Hace más de un año, cuando empecé a poner mi foco de
atención en el acompañamiento de las familias que han perdido a un ser querido,
me explicaron una historia impactante, que desde entonces no me he podido
quitar de la cabeza. Situemos el caso.
Una maestra, con más de 40 años de experiencia, me explica
el caso de un alumno de su colegio, de 7 años de edad, a quien se le había
muerto su padre. El dolor fue intensísimo y especialmente el dolor de una madre
que no sabía cómo gestionar el tema ni tampoco cómo afrontar los sentimientos
de su hijo.
La mujer no sabía qué hacer y aunque durante el
proceso de enfermedad de su esposo el niño conocía la situación, nunca lo habló
abiertamente con él. Llegó el momento de la agonía y las dudas proseguían, por
lo que la madre fue a hablar con la maestra del niño y ambas acordaron –seguramente
ante la falta de habilidades- abordar el asunto tras la muerte del padre. Y dejaron
al niño al margen.
Fueron pasando los días hasta que el padre murió,
sin poderse despedir del hijo ni el niño de él, y llegó el momento de velarlo y
de enterrarlo. Y el niño no supo la noticia hasta días después.
Desconozco cómo acabó la historia ni cómo reaccionó
el niño en el momento de conocer la muerte del padre. ¿Hubo rabia, tristeza,
desilusión o simplemente compasión por un hecho que nadie le había explicado pero
que conocía?
Explico un caso real, un poco límite, pero que me ha
venido a la cabeza en otras situaciones, mucho más comunes. ¿Cómo reaccionamos
ante nuestros hijos cuando hay un abuelo, una abuela u otro familiar que está
pasando por un proceso de larga enfermedad que muy probablemente le conducirá
hasta la muerte? ¿Se lo explicamos? ¿Les hacemos partícipes de la situación,
teniendo en cuenta su edad? ¿O simplemente hacemos ver que la situación no
existe y disimulamos nuestro dolor?
Si a nivel social todavía hay mucho camino para recorrer
en cuanto a la cultura del duelo, en el ámbito educativo también hay un buen
trecho para andar. Lo ponía de manifiesto ya hace tiempo una educadora de una
granja escuela en una carta al director que le publicaron en La Vanguardia y en
el que explicaba el caso de una niña a la que se le había muerto un familiar.

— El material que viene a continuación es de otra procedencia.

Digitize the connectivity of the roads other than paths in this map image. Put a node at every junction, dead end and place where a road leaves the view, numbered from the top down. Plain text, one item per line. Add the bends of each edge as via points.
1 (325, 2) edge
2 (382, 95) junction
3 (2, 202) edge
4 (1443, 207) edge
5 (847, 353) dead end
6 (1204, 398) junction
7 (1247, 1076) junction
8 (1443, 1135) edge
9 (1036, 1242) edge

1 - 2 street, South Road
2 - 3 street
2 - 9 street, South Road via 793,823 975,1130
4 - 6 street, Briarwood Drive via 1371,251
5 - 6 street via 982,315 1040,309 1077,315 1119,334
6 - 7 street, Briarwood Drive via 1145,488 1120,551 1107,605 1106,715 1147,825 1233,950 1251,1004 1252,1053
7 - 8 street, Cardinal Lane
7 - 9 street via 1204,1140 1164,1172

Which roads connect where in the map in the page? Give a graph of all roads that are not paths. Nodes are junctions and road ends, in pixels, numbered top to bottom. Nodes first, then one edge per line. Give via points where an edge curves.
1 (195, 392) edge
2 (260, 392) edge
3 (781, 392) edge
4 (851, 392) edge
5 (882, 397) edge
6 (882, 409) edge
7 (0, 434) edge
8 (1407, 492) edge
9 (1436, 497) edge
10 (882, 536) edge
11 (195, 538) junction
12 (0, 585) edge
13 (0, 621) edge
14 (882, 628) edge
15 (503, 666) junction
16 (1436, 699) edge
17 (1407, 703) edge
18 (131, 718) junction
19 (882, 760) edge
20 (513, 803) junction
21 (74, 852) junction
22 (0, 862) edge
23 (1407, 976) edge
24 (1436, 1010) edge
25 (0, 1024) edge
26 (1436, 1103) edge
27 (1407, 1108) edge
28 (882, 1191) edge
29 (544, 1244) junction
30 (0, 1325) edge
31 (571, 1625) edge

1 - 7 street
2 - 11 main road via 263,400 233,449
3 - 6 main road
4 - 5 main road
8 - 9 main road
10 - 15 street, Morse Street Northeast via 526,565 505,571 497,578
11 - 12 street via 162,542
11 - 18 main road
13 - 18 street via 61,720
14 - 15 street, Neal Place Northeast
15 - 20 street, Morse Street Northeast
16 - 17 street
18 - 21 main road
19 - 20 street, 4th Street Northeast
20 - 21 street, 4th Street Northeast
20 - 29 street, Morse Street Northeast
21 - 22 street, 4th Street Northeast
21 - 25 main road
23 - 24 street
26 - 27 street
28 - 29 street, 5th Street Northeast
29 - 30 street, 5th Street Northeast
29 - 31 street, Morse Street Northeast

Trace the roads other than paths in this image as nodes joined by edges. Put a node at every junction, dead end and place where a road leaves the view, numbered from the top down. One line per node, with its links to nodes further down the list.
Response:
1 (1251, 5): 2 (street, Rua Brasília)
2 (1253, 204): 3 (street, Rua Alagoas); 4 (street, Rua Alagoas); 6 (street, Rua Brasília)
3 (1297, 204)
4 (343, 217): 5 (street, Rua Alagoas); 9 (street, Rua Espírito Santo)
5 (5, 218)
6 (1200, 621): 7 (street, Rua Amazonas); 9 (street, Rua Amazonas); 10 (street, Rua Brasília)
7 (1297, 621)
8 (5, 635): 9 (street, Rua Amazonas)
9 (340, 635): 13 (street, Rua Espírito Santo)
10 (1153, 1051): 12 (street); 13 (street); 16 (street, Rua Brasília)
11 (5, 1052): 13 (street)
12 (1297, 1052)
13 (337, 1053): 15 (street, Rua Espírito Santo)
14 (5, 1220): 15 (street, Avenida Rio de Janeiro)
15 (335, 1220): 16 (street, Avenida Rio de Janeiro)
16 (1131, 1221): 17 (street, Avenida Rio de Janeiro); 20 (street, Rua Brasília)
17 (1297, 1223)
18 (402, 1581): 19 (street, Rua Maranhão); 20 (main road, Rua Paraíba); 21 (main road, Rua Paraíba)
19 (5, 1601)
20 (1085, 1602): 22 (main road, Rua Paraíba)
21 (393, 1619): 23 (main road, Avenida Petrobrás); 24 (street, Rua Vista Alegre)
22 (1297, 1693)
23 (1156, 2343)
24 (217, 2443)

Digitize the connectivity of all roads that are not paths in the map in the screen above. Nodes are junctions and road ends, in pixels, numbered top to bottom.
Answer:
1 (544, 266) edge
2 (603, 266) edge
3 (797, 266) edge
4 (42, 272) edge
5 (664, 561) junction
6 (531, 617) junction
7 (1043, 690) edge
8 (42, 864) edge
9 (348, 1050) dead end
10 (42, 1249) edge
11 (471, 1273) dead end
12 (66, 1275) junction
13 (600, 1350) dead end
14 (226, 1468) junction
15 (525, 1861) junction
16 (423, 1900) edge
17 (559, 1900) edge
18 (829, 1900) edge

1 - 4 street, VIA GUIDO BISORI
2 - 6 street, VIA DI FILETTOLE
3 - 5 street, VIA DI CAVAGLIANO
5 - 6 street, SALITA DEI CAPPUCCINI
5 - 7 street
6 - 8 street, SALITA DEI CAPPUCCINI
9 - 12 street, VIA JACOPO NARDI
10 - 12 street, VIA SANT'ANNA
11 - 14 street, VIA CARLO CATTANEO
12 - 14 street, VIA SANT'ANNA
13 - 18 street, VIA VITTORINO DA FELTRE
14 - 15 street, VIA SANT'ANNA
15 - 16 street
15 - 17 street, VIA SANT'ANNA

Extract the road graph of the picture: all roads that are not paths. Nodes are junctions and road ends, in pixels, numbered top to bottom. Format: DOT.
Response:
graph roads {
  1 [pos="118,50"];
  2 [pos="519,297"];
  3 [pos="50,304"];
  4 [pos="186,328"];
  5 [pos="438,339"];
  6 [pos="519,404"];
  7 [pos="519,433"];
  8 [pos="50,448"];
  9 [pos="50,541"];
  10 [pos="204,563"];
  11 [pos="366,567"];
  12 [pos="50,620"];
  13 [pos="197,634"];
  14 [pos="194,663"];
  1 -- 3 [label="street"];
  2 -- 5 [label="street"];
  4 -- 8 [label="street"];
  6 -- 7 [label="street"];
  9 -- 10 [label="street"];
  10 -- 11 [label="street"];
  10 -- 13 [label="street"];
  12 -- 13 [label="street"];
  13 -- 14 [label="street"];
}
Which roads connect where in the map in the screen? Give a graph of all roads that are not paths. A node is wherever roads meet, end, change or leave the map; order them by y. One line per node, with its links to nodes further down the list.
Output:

“Me di cuenta que lo primero que teníamos que hacer
era aceptar su dolor y debíamos tenerlo presente y respetarlo porque era suyo y
de nadie más. Y yo no tenía derecho de sacárselo ni escondérselo y aún menos de
hacérselo desaparecer, distrayéndola, haciendo 10.000 actividades o
sobreprotegiéndola de las trabas diarias para evitar más padecimientos. No,
cuando tienes un dolor profundo no lo puedes distraer, aunque seas una criatura”.
En pleno siglo XXI, existen muchos recursos, tanto
en formato digital como en librerías especializadas, que los padres y los
educadores pueden utilizar para acompañar a los más pequeños en el dolor que
supone la pérdida de un amigo o familiar. Y que, a la vez, nos pueden ayudar a
los adultos a destapar el miedo y el tabú de la muerte, que por cuestiones sociales,
históricas y religiosas, todavía perdura.